→ **EXERCISE DIRECTIONS**:
Each line below has to be set down again exactly.

→ **RAW DATA**:
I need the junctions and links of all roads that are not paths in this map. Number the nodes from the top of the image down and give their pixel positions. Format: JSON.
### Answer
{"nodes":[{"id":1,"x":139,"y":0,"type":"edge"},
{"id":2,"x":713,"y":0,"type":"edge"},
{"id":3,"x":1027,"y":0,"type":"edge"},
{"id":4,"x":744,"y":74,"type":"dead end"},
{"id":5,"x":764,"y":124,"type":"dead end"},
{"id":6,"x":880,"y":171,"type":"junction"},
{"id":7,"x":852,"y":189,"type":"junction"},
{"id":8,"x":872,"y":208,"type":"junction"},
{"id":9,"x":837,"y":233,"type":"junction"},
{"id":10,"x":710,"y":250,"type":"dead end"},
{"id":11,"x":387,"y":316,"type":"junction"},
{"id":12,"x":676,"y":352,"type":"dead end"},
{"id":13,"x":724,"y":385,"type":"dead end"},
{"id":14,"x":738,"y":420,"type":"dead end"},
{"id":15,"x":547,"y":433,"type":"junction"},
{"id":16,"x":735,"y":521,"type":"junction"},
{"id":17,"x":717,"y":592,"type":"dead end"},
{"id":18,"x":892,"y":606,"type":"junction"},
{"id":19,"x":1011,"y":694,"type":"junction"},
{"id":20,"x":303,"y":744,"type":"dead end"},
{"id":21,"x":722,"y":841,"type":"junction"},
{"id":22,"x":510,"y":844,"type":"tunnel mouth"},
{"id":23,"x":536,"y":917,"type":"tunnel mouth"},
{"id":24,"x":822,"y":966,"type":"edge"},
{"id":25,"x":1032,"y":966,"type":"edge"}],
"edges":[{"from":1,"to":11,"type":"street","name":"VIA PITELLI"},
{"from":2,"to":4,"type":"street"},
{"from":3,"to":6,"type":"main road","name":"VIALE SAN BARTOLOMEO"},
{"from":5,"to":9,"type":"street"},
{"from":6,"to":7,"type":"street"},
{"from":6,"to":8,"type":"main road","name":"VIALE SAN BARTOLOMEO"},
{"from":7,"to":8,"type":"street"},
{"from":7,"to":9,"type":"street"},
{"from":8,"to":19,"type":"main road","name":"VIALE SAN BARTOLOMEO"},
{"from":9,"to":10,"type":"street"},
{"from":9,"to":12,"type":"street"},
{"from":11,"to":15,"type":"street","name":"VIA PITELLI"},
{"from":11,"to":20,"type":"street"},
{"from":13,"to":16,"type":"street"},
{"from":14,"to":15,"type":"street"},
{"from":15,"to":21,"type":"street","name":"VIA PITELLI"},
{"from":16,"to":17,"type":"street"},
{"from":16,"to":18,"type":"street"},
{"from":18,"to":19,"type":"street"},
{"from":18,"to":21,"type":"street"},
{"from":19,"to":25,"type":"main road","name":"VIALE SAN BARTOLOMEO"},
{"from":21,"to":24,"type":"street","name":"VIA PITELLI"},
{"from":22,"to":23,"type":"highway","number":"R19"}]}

→ **YOUR RESPONSE**:
I need the junctions and links of all roads that are not paths in this map. Number the nodes from the top of the image down and give their pixel positions. Format: JSON.
### Answer
{"nodes":[{"id":1,"x":139,"y":0,"type":"edge"},
{"id":2,"x":713,"y":0,"type":"edge"},
{"id":3,"x":1027,"y":0,"type":"edge"},
{"id":4,"x":744,"y":74,"type":"dead end"},
{"id":5,"x":764,"y":124,"type":"dead end"},
{"id":6,"x":880,"y":171,"type":"junction"},
{"id":7,"x":852,"y":189,"type":"junction"},
{"id":8,"x":872,"y":208,"type":"junction"},
{"id":9,"x":837,"y":233,"type":"junction"},
{"id":10,"x":710,"y":250,"type":"dead end"},
{"id":11,"x":387,"y":316,"type":"junction"},
{"id":12,"x":676,"y":352,"type":"dead end"},
{"id":13,"x":724,"y":385,"type":"dead end"},
{"id":14,"x":738,"y":420,"type":"dead end"},
{"id":15,"x":547,"y":433,"type":"junction"},
{"id":16,"x":735,"y":521,"type":"junction"},
{"id":17,"x":717,"y":592,"type":"dead end"},
{"id":18,"x":892,"y":606,"type":"junction"},
{"id":19,"x":1011,"y":694,"type":"junction"},
{"id":20,"x":303,"y":744,"type":"dead end"},
{"id":21,"x":722,"y":841,"type":"junction"},
{"id":22,"x":510,"y":844,"type":"tunnel mouth"},
{"id":23,"x":536,"y":917,"type":"tunnel mouth"},
{"id":24,"x":822,"y":966,"type":"edge"},
{"id":25,"x":1032,"y":966,"type":"edge"}],
"edges":[{"from":1,"to":11,"type":"street","name":"VIA PITELLI"},
{"from":2,"to":4,"type":"street"},
{"from":3,"to":6,"type":"main road","name":"VIALE SAN BARTOLOMEO"},
{"from":5,"to":9,"type":"street"},
{"from":6,"to":7,"type":"street"},
{"from":6,"to":8,"type":"main road","name":"VIALE SAN BARTOLOMEO"},
{"from":7,"to":8,"type":"street"},
{"from":7,"to":9,"type":"street"},
{"from":8,"to":19,"type":"main road","name":"VIALE SAN BARTOLOMEO"},
{"from":9,"to":10,"type":"street"},
{"from":9,"to":12,"type":"street"},
{"from":11,"to":15,"type":"street","name":"VIA PITELLI"},
{"from":11,"to":20,"type":"street"},
{"from":13,"to":16,"type":"street"},
{"from":14,"to":15,"type":"street"},
{"from":15,"to":21,"type":"street","name":"VIA PITELLI"},
{"from":16,"to":17,"type":"street"},
{"from":16,"to":18,"type":"street"},
{"from":18,"to":19,"type":"street"},
{"from":18,"to":21,"type":"street"},
{"from":19,"to":25,"type":"main road","name":"VIALE SAN BARTOLOMEO"},
{"from":21,"to":24,"type":"street","name":"VIA PITELLI"},
{"from":22,"to":23,"type":"highway","number":"R19"}]}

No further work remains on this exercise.